Segment Open

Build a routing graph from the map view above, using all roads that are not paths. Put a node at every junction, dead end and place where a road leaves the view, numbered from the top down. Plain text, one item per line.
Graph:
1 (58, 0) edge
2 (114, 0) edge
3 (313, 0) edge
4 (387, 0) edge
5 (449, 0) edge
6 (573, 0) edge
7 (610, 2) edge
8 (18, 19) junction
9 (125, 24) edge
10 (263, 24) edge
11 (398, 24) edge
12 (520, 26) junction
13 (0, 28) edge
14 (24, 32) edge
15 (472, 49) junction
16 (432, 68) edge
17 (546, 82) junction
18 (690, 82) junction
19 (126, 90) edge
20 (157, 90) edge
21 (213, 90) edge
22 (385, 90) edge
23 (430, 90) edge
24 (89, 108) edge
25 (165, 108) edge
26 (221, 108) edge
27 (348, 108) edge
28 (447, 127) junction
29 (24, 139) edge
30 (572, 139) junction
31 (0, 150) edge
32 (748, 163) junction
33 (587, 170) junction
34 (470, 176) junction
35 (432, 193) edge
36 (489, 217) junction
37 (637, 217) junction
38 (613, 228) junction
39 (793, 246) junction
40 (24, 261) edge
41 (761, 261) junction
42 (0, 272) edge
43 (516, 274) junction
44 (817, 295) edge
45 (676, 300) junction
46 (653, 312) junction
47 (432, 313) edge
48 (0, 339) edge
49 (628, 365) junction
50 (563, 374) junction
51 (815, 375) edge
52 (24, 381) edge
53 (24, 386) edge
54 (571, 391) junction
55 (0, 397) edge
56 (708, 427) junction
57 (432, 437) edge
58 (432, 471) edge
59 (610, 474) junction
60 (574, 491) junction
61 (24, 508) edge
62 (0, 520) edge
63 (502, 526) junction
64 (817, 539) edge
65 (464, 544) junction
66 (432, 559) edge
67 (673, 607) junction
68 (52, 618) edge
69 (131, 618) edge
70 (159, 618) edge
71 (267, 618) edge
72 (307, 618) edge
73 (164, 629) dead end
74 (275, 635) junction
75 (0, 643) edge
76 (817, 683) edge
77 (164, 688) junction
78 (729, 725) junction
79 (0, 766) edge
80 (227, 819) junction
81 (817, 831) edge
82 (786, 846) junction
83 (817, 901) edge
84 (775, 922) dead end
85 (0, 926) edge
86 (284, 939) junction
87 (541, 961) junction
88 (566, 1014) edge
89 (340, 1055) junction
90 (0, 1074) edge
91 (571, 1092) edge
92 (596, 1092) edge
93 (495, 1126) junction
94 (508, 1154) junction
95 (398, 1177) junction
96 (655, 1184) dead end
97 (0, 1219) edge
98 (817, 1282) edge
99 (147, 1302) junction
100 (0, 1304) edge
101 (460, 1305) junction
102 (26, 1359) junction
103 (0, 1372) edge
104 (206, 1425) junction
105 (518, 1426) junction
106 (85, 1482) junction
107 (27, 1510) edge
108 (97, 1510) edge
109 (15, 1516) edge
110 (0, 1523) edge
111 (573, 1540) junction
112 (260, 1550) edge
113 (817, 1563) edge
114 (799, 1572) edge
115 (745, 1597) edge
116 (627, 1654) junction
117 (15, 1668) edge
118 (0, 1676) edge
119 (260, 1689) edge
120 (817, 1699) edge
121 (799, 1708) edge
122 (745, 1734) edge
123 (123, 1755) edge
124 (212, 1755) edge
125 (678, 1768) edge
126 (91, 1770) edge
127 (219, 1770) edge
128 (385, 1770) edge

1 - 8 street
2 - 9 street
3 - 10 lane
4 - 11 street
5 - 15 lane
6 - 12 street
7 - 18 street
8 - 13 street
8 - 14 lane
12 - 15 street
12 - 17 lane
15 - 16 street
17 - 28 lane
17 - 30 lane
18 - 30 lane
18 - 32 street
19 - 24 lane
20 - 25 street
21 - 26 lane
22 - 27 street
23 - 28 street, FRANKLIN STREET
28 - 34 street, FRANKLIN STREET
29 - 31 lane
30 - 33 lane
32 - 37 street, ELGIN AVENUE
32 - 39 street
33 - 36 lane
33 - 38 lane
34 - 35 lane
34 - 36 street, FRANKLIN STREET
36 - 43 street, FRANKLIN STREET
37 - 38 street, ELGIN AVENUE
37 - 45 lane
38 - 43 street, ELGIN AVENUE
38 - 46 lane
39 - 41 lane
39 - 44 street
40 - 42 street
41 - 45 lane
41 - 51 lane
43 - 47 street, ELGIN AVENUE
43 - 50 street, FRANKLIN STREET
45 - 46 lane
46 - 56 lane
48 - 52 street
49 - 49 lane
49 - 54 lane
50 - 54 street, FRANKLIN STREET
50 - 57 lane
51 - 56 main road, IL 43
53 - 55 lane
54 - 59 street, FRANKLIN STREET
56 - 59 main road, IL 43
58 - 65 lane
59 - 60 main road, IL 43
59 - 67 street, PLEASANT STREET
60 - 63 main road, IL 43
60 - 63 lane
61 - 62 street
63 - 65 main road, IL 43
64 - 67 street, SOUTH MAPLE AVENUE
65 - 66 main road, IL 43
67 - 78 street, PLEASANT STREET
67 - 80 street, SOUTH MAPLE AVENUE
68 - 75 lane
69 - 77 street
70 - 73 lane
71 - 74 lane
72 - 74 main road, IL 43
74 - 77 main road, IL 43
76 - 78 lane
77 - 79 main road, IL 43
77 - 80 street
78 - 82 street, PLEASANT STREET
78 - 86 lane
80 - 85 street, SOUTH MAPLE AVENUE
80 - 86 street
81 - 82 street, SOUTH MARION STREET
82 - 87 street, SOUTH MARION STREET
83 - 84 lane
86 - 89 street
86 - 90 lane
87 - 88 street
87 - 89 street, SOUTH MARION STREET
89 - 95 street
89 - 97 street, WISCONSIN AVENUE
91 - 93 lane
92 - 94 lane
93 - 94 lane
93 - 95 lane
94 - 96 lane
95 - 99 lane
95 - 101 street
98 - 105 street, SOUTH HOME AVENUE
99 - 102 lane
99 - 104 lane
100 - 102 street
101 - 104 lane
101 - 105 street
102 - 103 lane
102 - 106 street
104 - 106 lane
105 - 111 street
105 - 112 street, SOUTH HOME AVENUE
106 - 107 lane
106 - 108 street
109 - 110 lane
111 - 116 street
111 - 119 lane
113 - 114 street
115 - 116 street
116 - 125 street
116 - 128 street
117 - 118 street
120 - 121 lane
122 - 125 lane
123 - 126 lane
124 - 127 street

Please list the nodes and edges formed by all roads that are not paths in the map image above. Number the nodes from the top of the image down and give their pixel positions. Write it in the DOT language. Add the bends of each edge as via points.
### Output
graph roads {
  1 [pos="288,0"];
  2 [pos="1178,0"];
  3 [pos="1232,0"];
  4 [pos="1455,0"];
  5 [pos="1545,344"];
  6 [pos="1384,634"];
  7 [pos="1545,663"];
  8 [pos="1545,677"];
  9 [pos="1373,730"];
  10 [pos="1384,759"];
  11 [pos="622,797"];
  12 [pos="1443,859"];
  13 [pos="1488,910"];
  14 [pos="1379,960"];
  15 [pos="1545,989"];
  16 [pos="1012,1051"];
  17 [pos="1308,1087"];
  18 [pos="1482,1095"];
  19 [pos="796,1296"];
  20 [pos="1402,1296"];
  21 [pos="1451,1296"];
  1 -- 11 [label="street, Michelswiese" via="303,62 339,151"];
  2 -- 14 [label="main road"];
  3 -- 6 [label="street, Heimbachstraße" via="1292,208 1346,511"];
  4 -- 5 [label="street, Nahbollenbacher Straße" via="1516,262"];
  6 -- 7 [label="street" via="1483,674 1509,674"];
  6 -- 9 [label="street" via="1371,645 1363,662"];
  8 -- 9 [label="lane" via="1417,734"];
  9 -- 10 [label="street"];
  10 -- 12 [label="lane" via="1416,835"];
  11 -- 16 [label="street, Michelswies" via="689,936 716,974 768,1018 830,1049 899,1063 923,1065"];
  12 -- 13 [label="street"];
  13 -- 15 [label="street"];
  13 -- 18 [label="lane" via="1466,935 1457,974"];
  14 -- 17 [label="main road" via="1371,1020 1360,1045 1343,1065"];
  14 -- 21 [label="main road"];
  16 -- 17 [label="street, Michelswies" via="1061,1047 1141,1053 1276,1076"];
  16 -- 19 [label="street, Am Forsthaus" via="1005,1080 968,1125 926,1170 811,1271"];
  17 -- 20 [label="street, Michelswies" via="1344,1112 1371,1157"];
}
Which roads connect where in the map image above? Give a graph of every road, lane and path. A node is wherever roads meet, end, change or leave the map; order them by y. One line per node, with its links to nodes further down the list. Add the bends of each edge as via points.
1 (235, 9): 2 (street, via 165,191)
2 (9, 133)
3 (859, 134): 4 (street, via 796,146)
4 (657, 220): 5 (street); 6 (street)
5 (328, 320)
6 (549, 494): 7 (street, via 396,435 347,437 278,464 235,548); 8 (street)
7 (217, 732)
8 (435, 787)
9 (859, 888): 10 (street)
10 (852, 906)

Segment Closed

# [THE TASK]
Go over the records above and tally each line that includes "SOUTH". Give the total by itself.

# [EXERCISE OUTPUT]
8